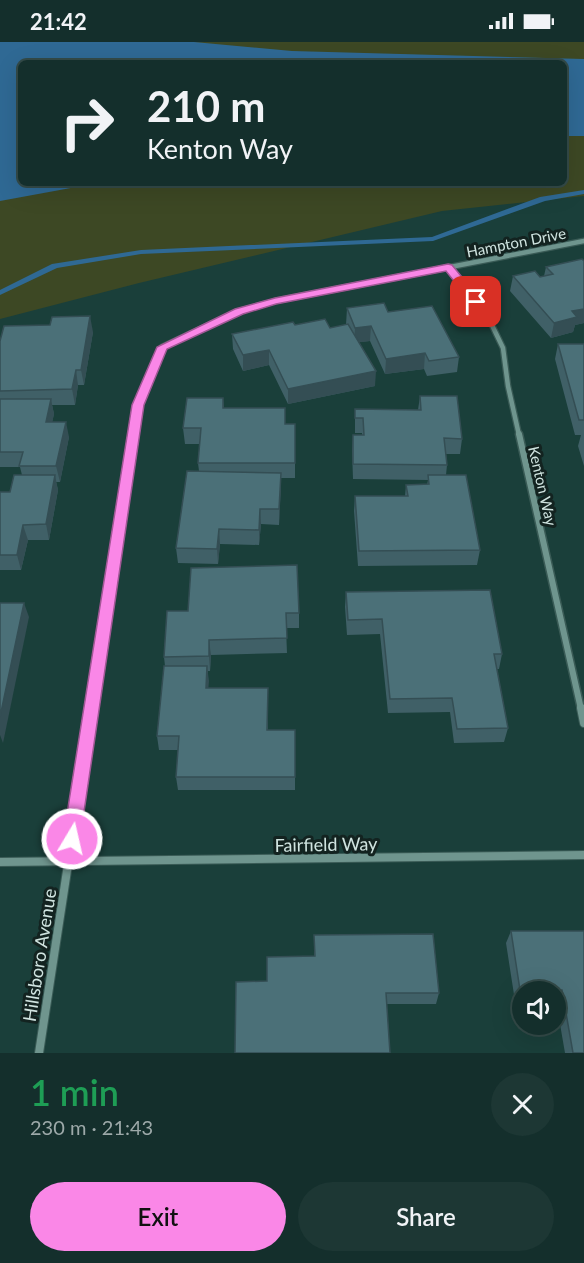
<!DOCTYPE html>
<html lang="en">
<head>
<meta charset="utf-8">
<style>
  body { margin:0; font-family:Lato,sans-serif; background:#1d3734; color:#f1f3f6; height:100vh; display:flex; flex-direction:column; font-size:22px; white-space:nowrap }
  * { box-sizing:border-box; margin:0 }
  p { font-size:20px; color:#9da9a9 }
  .icon { flex:none; width:33px; height:33px; fill:none; stroke:currentColor; stroke-width:2; stroke-linecap:round; stroke-linejoin:round }
  .map { position:relative; height:1011px; overflow:hidden }
  .panel { display:flex; flex-direction:column; background:#142f2c; flex:1 }
  .panel>* { flex:none }
  .hud { position:absolute; left:18px; top:18px; width:549px; height:126px; border-radius:9px; box-shadow:0 6px 24px #0002,0 0 0 2px #334a48; background:#142f2c; color:#f1f3f6; overflow:hidden }
  .fabs { position:absolute; left:512px; top:939px; display:grid; gap:12px }
  .fabs a { display:grid; place-items:center; width:54px; height:54px; border-radius:50%; background:#142f2c; box-shadow:0 6px 24px #0002,0 0 0 2px #334a48; font-size:30px }
  .pin { position:absolute; display:grid; place-items:center; width:51px; height:51px; color:#fff; margin:-26px; border-radius:12px; box-shadow:0 3px 9px #0006 }
  .me { position:absolute; width:66px; margin:-33px; rotate:9deg; stroke-linejoin:round; filter:drop-shadow(0 0 4px #0008) }
  .turn { display:flex; align-items:center; gap:21px; height:126px; padding:0 30px; font-size:27px }
  .turn .icon { width:78px; height:78px; stroke-width:2.5 }
  .turn b { display:block; font-size:42px; line-height:51px }
  .round { display:grid; place-items:center; flex:none; width:63px; height:63px; border-radius:32px; background:#1d3734 }
  .summary { display:flex; align-items:center; justify-content:space-between; height:102px; padding:0 30px }
  h1 { font-size:36px; font-weight:600; line-height:45px; color:#1e9e55 }
  .cta { display:flex; gap:12px; margin-top:auto; padding:12px 30px }
  .cta a { flex:1; height:69px; border-radius:36px; background:#fa87e7; color:#111; font-size:24px; font-weight:600; line-height:69px; text-align:center }
  .cta a+a { background:#1d3734; color:#f1f3f6 }
  .status { display:flex; justify-content:space-between; align-items:center; height:42px; padding:0 30px; background:#142f2c; direction:ltr }
  .status svg { height:16px; fill:currentColor }
  .map>svg:first-child { display:block }
  .green { fill:#3d4824; fill-rule:evenodd }
  .water { fill:#2f6994 }
  .lines { fill:none; stroke-linecap:round; stroke-linejoin:round }
  .stream { fill:#2f6994; fill-rule:evenodd }
  .street-far2-casing { stroke:#3a5b56; stroke-width:7 }
  .street-far1-casing { stroke:#3a5b56; stroke-width:9 }
  .street-casing { stroke:#3a5b56; stroke-width:10 }
  .street-far2 { stroke:#6f958e; stroke-width:4.5 }
  .street-far1 { stroke:#6f958e; stroke-width:6 }
  .street { stroke:#6f958e; stroke-width:8 }
  .wall { fill:#406067 }
  .shaded-wall { fill:#344e54 }
  .building { fill:#4b7078; stroke:#344e54; stroke-width:1.5 }
  .route { fill:#fa87e7; stroke:#a25896; stroke-width:1.5 }
  .labels { text-anchor:middle; dominant-baseline:central; stroke-width:6; stroke-linejoin:round; paint-order:stroke }
  .street-label { font-size:15px; fill:#d0e4e0; stroke:#132320 }
  .near-street-label { font-size:18px; fill:#d0e4e0; stroke:#132320 }
</style>
</head>
<body>
<div class="status"><b>21:42</b><svg viewBox="0 0 49 12"><path d="M0 12V9h3v3zM5 12V6h3v6zM10 12V3h3v9zM15 12V0h3v12zM26 1h20v11H26zM47 4h2v5h-2z"/></svg></div>
<div class="map">
<svg width="584" height="1011" viewBox="0 0 584 1011">
  <rect width="100%" height="100%" fill="#1a3f3a"/>
  <path class="green" d="M 0,0 L 584,0 L 584,154 L 442,169 L 139,241 L 0,277 ZM 21,21 L 564,21 L 564,141 L 21,141 Z"/>
  <path class="water" d="M 0,0 L 194,0 L 292,9 L 584,17 L 584,94 L 564,94 L 564,21 L 21,21 L 21,141 L 98,141 L 0,159 Z"/>
  <g class="lines">
    <path class="stream" d="M 584,148 L 584,152 L 545,159 L 433,199 L 141,212 L 57,226 L 0,253 L 0,248 L 52,222 L 141,208 L 432,195 L 540,155 Z"/>
    <g class="street-far2-casing">
      <g id="street-far2">
        <path d="M 449,225 L 489,277 L 503,306 L 508,344 L 519,393"/>
        <path d="M 133,393 L 138,363 L 162,305 L 239,269 L 275,259 L 584,199"/>
      </g>
    </g>
    <g class="street-far1-casing">
      <g id="street-far1">
        <path d="M 519,392 L 581,667"/>
        <path d="M 91,667 L 134,392"/>
      </g>
    </g>
    <g class="street-casing">
      <g id="street">
        <path d="M 581,666 L 584,681"/>
        <path d="M 0,820 L 584,813"/>
        <path d="M 39,1011 L 92,666"/>
      </g>
    </g>
    <use href="#street-far2" class="street-far2"/>
    <use href="#street-far1" class="street-far1"/>
    <use href="#street" class="street"/>
  </g>
  <g class="wall">
    <path d="M 584,219 L 584,281 L 575,283 L 573,290 L 551,296 L 510,249 L 513,234 L 540,235 L 544,234 L 546,225 Z"/>
    <path d="M 347,266 L 388,270 L 459,315 L 457,330 L 427,334 L 424,327 L 385,332 L 370,299 L 359,300 L 375,344 L 288,362 L 269,323 L 243,329 L 233,307 L 232,292 L 295,283 L 330,286 L 346,283 Z"/>
    <path d="M 93,290 L 84,343 L 78,343 L 75,363 L 52,363 L 54,372 L 52,380 L 69,395 L 60,440 L 56,440 L 58,448 L 49,498 L 28,498 L 21,528 L 0,528 L 0,450 L 10,450 L 22,433 L 20,425 L 0,425 L 0,299 Z"/>
    <path d="M 558,302 L 584,302 L 584,424 L 578,404 L 581,393 L 575,393 L 555,317 Z"/>
    <path d="M 420,354 L 462,397 L 460,412 L 446,412 L 447,423 L 446,433 L 480,508 L 477,523 L 358,524 L 354,469 L 355,454 L 405,454 L 406,443 L 427,443 L 428,438 L 353,437 L 352,408 L 353,393 L 362,393 L 362,391 L 355,391 L 355,367 L 418,368 Z"/>
    <path d="M 223,356 L 224,366 L 286,382 L 295,382 L 295,436 L 281,436 L 279,483 L 261,482 L 259,503 L 220,502 L 218,522 L 178,521 L 176,506 L 199,429 L 198,421 L 200,402 L 185,402 L 183,386 Z"/>
    <path d="M 346,550 L 502,612 L 499,627 L 497,627 L 508,686 L 504,700 L 454,701 L 450,670 L 388,671 L 380,592 L 347,593 L 345,565 Z"/>
    <path d="M 167,569 L 299,571 L 299,586 L 286,586 L 287,611 L 211,613 L 210,629 L 208,629 L 208,646 L 268,646 L 268,688 L 295,688 L 295,748 L 178,748 L 176,735 L 178,708 L 159,708 L 157,694 L 165,624 L 164,615 Z"/>
    <path d="M 511,889 L 584,889 L 584,1011 L 565,1011 L 556,959 L 555,959 L 555,950 L 522,950 L 522,959 L 515,959 L 506,901 Z"/>
    <path d="M 314,893 L 439,951 L 436,962 L 386,962 L 267,939 L 314,914 Z"/>
  </g>
  <g class="shaded-wall">
    <path d="M 584,267 L 584,281 L 575,283 L 573,290 L 551,296 L 554,281 L 572,269 Z"/>
    <path d="M 90,274 L 93,290 L 84,343 L 81,328 Z"/>
    <path d="M 371,284 L 370,299 L 354,301 L 355,286 Z"/>
    <path d="M 269,308 L 269,323 L 243,329 L 243,313 Z"/>
    <path d="M 425,311 L 424,327 L 385,332 L 386,317 Z"/>
    <path d="M 76,328 L 78,343 L 75,363 L 72,347 Z"/>
    <path d="M 376,329 L 375,344 L 288,362 L 288,347 Z"/>
    <path d="M 51,357 L 54,372 L 49,395 L 46,380 Z"/>
    <path d="M 66,380 L 69,395 L 60,440 L 56,424 Z"/>
    <path d="M 281,431 L 281,446 L 279,483 L 279,467 Z"/>
    <path d="M 55,433 L 58,448 L 49,498 L 46,482 Z"/>
    <path d="M 260,467 L 261,482 L 259,503 L 259,488 Z"/>
    <path d="M 23,483 L 28,498 L 21,528 L 17,513 Z"/>
    <path d="M 219,487 L 220,502 L 218,522 L 217,507 Z"/>
    <path d="M 24,561 L 29,575 L 3,701 L 0,693 L 0,675 Z"/>
    <path d="M 209,598 L 211,613 L 210,629 L 209,614 Z"/>
    <path d="M 207,624 L 209,639 L 207,661 L 206,646 Z"/>
  </g>
  <g class="building">
    <path d="M 582,217 L 584,219 L 584,267 L 572,269 L 577,275 L 554,281 L 513,234 L 535,229 L 540,235 L 553,232 L 546,225 Z"/>
    <path d="M 384,261 L 388,270 L 432,264 L 459,315 L 429,319 L 425,311 L 386,317 L 371,284 L 355,286 L 347,266 Z"/>
    <path d="M 90,274 L 81,328 L 76,328 L 72,347 L 0,349 L 0,299 L 4,284 L 50,283 L 52,275 Z"/>
    <path d="M 325,277 L 330,286 L 348,282 L 376,329 L 288,347 L 269,308 L 243,313 L 232,292 L 293,280 L 295,283 Z"/>
    <path d="M 558,302 L 584,302 L 584,378 L 579,378 Z"/>
    <path d="M 420,354 L 457,354 L 462,397 L 444,396 L 447,423 L 353,422 L 353,393 L 364,393 L 363,376 L 355,376 L 355,367 L 421,368 Z"/>
    <path d="M 187,356 L 223,356 L 223,366 L 285,366 L 285,382 L 295,382 L 295,421 L 198,421 L 201,386 L 183,386 Z"/>
    <path d="M 0,357 L 51,357 L 46,380 L 66,380 L 56,424 L 19,424 L 23,410 L 0,410 Z"/>
    <path d="M 187,429 L 281,431 L 279,467 L 260,467 L 259,488 L 219,487 L 217,507 L 176,506 Z"/>
    <path d="M 14,433 L 55,433 L 46,482 L 23,483 L 17,513 L 0,513 L 0,450 L 10,450 Z"/>
    <path d="M 428,433 L 466,433 L 480,508 L 359,509 L 355,454 L 408,454 L 406,443 L 429,442 Z"/>
    <path d="M 297,523 L 299,571 L 286,571 L 287,596 L 209,598 L 209,614 L 164,615 L 167,569 L 188,569 L 191,526 Z"/>
    <path d="M 490,548 L 502,612 L 494,612 L 508,686 L 457,687 L 452,656 L 390,657 L 382,577 L 348,578 L 346,550 Z"/>
    <path d="M 0,561 L 24,561 L 0,675 Z"/>
    <path d="M 164,624 L 207,624 L 206,646 L 268,646 L 267,688 L 295,688 L 295,735 L 176,735 L 179,694 L 157,694 Z"/>
    <path d="M 511,889 L 584,889 L 584,1011 L 573,1011 L 562,948 L 520,948 Z"/>
    <path d="M 433,892 L 439,951 L 386,951 L 390,1011 L 235,1011 L 236,940 L 267,939 L 267,915 L 315,914 L 314,893 Z"/>
  </g>
  <path class="route" d="M 448,222 L 452,223 L 480,257 L 480,262 L 472,262 L 446,229 L 276,262 L 243,272 L 167,307 L 144,363 L 80,797 L 78,803 L 72,805 L 66,803 L 63,797 L 132,363 L 157,305 L 235,267 L 275,256 Z"/>
  <g class="labels">
    <g class="street-label">
      <text transform="translate(516 200) rotate(-11)">Hampton Drive</text>
      <text transform="translate(543 444) rotate(77)">Kenton Way</text>
    </g>
    <g class="near-street-label">
      <text transform="translate(326 802) rotate(-1)">Fairfield Way</text>
      <text transform="translate(39 913) rotate(-81)">Hillsboro Avenue</text>
    </g>
  </g>
</svg>
<div class="fabs">
<a><svg class="icon" aria-label="sound" viewBox="0 0 24 24"><path d="M4 9h4l5-4v14l-5-4H4zM17 9q2 3 0 6"/></svg></a>
</div>
<div class="pin" style="left:476px;top:260px;background:#d93025"><svg class="icon" aria-label="arrive" viewBox="0 0 24 24"><path d="M6 21V4h12l-3 4 3 4H6"/></svg></div>
<svg class="me" style="left:72px;top:797px" viewBox="-20 -20 40 40"><circle r="17" fill="#fa87e7" stroke="#fff" stroke-width="3"/><path d="M0-11L8 9 0 5-8 9z" fill="#fff"/></svg>
<div class="hud">
<div class="turn"><svg class="icon" aria-label="right" viewBox="0 0 24 24"><path d="M7 20v-9h11M14 6l5 5-5 5"/></svg><div><b>210 m</b>Kenton Way</div></div>
</div>
</div>
<section class="panel">
<div class="summary"><div><h1>1 min</h1><p>230 m · 21:43</p></div><a class="round"><svg class="icon" aria-label="close" viewBox="0 0 24 24"><path d="M6 6l12 12M18 6L6 18"/></svg></a></div>
<div class="cta"><a>Exit</a><a>Share</a></div>
</section>
</body>
</html>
====
== To do ==
Take each line of the material above that holds the string "style" and copy it.

== Solution to the problem ==
<style>
</style>
<div class="pin" style="left:476px;top:260px;background:#d93025"><svg class="icon" aria-label="arrive" viewBox="0 0 24 24"><path d="M6 21V4h12l-3 4 3 4H6"/></svg></div>
<svg class="me" style="left:72px;top:797px" viewBox="-20 -20 40 40"><circle r="17" fill="#fa87e7" stroke="#fff" stroke-width="3"/><path d="M0-11L8 9 0 5-8 9z" fill="#fff"/></svg>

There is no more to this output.